Но далеко не все офицеры забыли о чести и долге в эти дни. Наиболее боеспособной силой был сводный офицерский батальон, состоявший из добровольно прибывших к Белому дому со всех концов страны военнослужащих (выдача им стрелкового оружия по решению Верховного Совета фиксировалась в удостоверениях личности офицеров). Среди них были и офицеры Плесецкого космодрома.
Но когда я сам, наконец, оказался в Москве под предлогом командировки - попасть к зданию Верховного Совета было уже невозможно. Белый дом был тесно блокирован внутренними войсками и милицией, по периметру здания, как в концлагере, ельциноиды провели запрещенную международным законом спираль «Бруно», и канализация и отопление были отключены. Но народные избранники и взявший их под защиту народ не сдавались.
2 октября, увидев по телевизору урезанный репортаж о том, как работяги арматурой гонят осточертевший ОМОН со Смоленской площади, я сразу поехал туда. Перед зданием МИДа уже была выстроенная серьезная баррикада, с двух сторон перекрывшая уличное движение, горел разбитый грузовик, а над ним развевалось красное знамя. ОМОН при поддержке пожарных несколько раз безуспешно пытался взять штурмом этот островок свободы, на котором собрались не только москвичи, но и многие приезжие люди.
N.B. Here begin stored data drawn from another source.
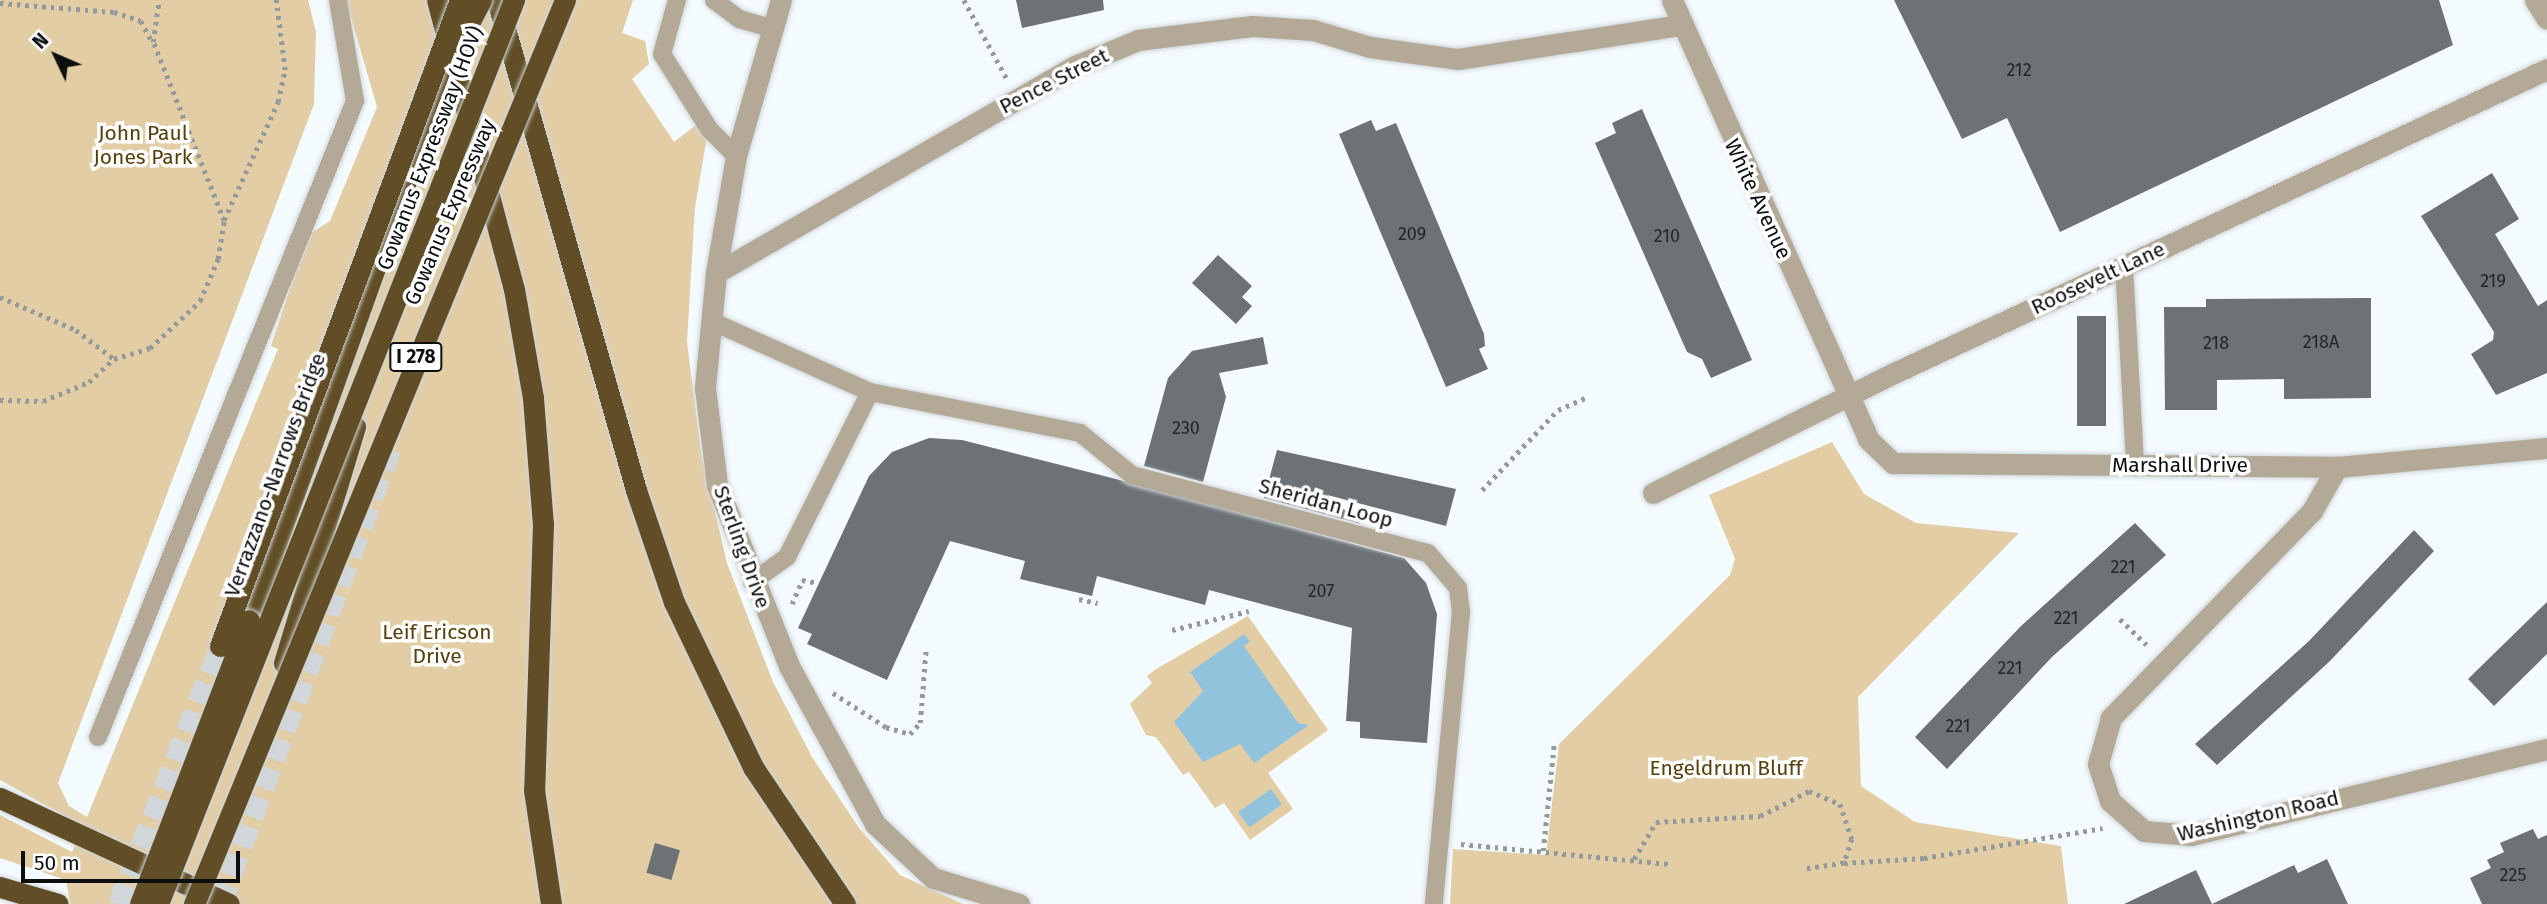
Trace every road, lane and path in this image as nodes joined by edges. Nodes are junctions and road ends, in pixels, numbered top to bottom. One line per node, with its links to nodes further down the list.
1 (159, 0): 21 (path)
2 (276, 0): 26 (path)
3 (338, 0): 56 (lane)
4 (437, 0): 73 (highway)
5 (460, 0): 51 (highway, bridge)
6 (467, 0): 22 (highway, bridge)
7 (481, 0): 22 (highway, bridge)
8 (497, 0): 74 (highway)
9 (514, 0): 30 (highway, Gowanus Expressway (HOV) / I 278, bridge)
10 (565, 0): 55 (highway, Gowanus Expressway / I 278, bridge)
11 (677, 0): 25 (lane)
12 (781, 0): 20 (street, Sterling Drive)
13 (964, 0): 24 (path)
14 (1672, 0): 19 (street, White Avenue)
15 (2535, 0): 18 (street)
16 (721, 1): 20 (lane)
17 (0, 3): 21 (path)
18 (2547, 19)
19 (1679, 25): 24 (street, Pence Street); 35 (street, White Avenue)
20 (773, 29): 25 (street, Sterling Drive)
21 (153, 42): 26 (path)
22 (449, 61): 49 (highway, Verrazzano-Narrows Bridge)
23 (2547, 69): 27 (street, Roosevelt Lane)
24 (1019, 98): 28 (street, Pence Street)
25 (736, 156): 28 (street, Sterling Drive)
26 (224, 220): 32 (path)
27 (2124, 266): 35 (street, Roosevelt Lane); 38 (lane)
28 (716, 273): 31 (street, Sterling Drive)
29 (0, 297): 32 (path)
30 (391, 314): 49 (highway, bridge); 55 (highway, bridge); 70 (highway, bridge)
31 (711, 321): 33 (lane, Sheridan Loop); 42 (street, Sterling Drive)
32 (114, 359): 36 (path)
33 (870, 392): 42 (lane); 61 (lane, Sheridan Loop)
34 (1587, 397): 40 (path)
35 (1849, 397): 38 (street, Marshall Drive); 41 (street, Roosevelt Lane)
36 (0, 400)
37 (2547, 448): 39 (street, Marshall Drive)
38 (2135, 465): 39 (street, Marshall Drive)
39 (2337, 467): 58 (street, Washington Road)
40 (1482, 490)
41 (1653, 493)
42 (752, 582): 75 (street, Sterling Drive)
43 (819, 583): 47 (path)
44 (1079, 599): 45 (path)
45 (1098, 603)
46 (1249, 611): 50 (path)
47 (790, 615)
48 (2120, 619): 53 (path)
49 (249, 620): 69 (highway, Verrazzano-Narrows Bridge, bridge)
50 (1172, 630)
51 (220, 646)
52 (926, 649): 54 (path)
53 (2156, 654)
54 (826, 688)
55 (268, 714): 71 (highway, I 278, bridge)
56 (98, 737)
57 (1554, 745): 62 (path)
58 (2547, 749)
59 (0, 798): 72 (highway)
60 (2115, 826): 64 (path)
61 (1440, 842): 62 (path); 76 (lane, Sheridan Loop)
62 (1543, 851): 63 (path)
63 (1634, 859): 64 (path); 65 (path)
64 (1844, 863): 66 (path)
65 (1669, 864)
66 (1804, 869)
67 (0, 887): 68 (highway)
68 (58, 904)
69 (140, 904)
70 (158, 904)
71 (194, 904)
72 (229, 904)
73 (551, 904)
74 (845, 904)
75 (1019, 904)
76 (1434, 904)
Только под вечер появилась делегация из Моссовета и принялась уговаривать нас разойтись по домам, а завтра, мол, «можно будет снова собраться».
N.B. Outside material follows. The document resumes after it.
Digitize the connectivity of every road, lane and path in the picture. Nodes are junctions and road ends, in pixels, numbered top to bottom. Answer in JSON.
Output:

Незадолго до закрытия метро народ внял мольбам «делегатов» и разошелся, с тем чтобы собраться на следующий день либо здесь, либо, в случае обмана, на Октябрьской площади. Конечно, нас обманули, 3 октября Смоленская площадь была уже очищена от баррикад, движение на трассе было восстановлено, а ОМОН контролировал выходы из метро.
Народ разворачивался и, помня о запасном варианте, ехал на Октябрьскую площадь. В метро можно было наблюдать, как поток людей, подчиняясь логике гигантского «флэш моба», движется в одном направлении к станции «Октябрьская».
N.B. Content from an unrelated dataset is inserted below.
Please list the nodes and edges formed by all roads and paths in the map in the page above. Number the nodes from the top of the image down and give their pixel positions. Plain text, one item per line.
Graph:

На выходе из метро мы опять увидели прозрачные щиты ОМОНа, но отступать уже было некуда. Народ поднялся вверх по улице, легко перекрыл движение машин и вернулся на Октябрьскую площадь. Омоновцы даже не пытались препятствовать многолюдному шествию. Людей было так много, что, помитинговав на площади, решились пойти на прорыв блокады Белого дома.
Первая линия обороны ельциноидов была прорвана на Крымском мосту - в Москва-реку полетели щиты и шлемы растерявшихся омоновцев.
Действия развивались так быстро, что прибывавшие на подмогу милиционеры не успевали выбраться из автобусов и оказывались блокированными нескончаемым потоком людей. Я, замыкая шествие, видел, как милиционеры по одному бежали потом в ближайшие подворотни, побросав свою амуницию.
На подступах к Дому Советов зазвучали первые выстрелы - ОМОН стрелял не в воздух - я видел несколько раненых и даже убитых. Но остановить побеждающий народ было уже невозможно. Тем более, что огонь был открыт со стороны защитников парламента. Блокада прорвана! На площади перед Белым домом возникает стихийный митинг. На трибуну поднимаются Руцкой (ставший в полном соответствии с Конституцией и заключением Конституционного суда ВРИО Президента страны), Хасбулатов и Илюмжинов - все трое одеты в длинные кожаные плащи. Руцкой призывает разорвать информационную блокаду и идти штурмом на Останкино. В это время из Мэрии раздалась провокационная пулеметная очередь. Некоторые из толпы испуганно разбежались. Поступила команда женщинам и пожилым людям укрыться в здании, а мужчинам - построиться для штурма Мэрии. Руководил штурмом генерал Макашов - бесстрашный, харизматичный «вояка». После взятия Мэрии он заявил, что у нас больше не будет «ни мэров, ни пэров, ни херов». Был арестован заместитель Лужкова Музыкантский.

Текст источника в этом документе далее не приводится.